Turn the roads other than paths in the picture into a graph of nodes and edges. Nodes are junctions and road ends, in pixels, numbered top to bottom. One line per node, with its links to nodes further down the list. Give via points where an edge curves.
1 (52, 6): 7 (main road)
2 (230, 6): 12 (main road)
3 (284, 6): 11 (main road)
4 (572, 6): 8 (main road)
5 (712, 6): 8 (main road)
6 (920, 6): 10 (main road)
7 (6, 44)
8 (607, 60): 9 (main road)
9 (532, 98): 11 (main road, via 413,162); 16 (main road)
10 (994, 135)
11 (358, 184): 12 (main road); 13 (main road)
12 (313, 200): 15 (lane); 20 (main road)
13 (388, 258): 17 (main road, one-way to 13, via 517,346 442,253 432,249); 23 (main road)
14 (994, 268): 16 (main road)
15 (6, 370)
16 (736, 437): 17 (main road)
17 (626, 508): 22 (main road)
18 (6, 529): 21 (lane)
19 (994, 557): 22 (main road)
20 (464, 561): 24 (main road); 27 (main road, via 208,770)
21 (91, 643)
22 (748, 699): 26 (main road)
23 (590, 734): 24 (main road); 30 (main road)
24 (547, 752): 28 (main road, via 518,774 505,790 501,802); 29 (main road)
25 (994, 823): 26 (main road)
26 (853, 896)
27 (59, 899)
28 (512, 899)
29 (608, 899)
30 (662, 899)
--------
EXERCISE DIRECTIONS: Retype the listing exactly. Leave nothing out.

REPLY TO THE EXERCISE:
Turn the roads other than paths in the picture into a graph of nodes and edges. Nodes are junctions and road ends, in pixels, numbered top to bottom. One line per node, with its links to nodes further down the list. Give via points where an edge curves.
1 (52, 6): 7 (main road)
2 (230, 6): 12 (main road)
3 (284, 6): 11 (main road)
4 (572, 6): 8 (main road)
5 (712, 6): 8 (main road)
6 (920, 6): 10 (main road)
7 (6, 44)
8 (607, 60): 9 (main road)
9 (532, 98): 11 (main road, via 413,162); 16 (main road)
10 (994, 135)
11 (358, 184): 12 (main road); 13 (main road)
12 (313, 200): 15 (lane); 20 (main road)
13 (388, 258): 17 (main road, one-way to 13, via 517,346 442,253 432,249); 23 (main road)
14 (994, 268): 16 (main road)
15 (6, 370)
16 (736, 437): 17 (main road)
17 (626, 508): 22 (main road)
18 (6, 529): 21 (lane)
19 (994, 557): 22 (main road)
20 (464, 561): 24 (main road); 27 (main road, via 208,770)
21 (91, 643)
22 (748, 699): 26 (main road)
23 (590, 734): 24 (main road); 30 (main road)
24 (547, 752): 28 (main road, via 518,774 505,790 501,802); 29 (main road)
25 (994, 823): 26 (main road)
26 (853, 896)
27 (59, 899)
28 (512, 899)
29 (608, 899)
30 (662, 899)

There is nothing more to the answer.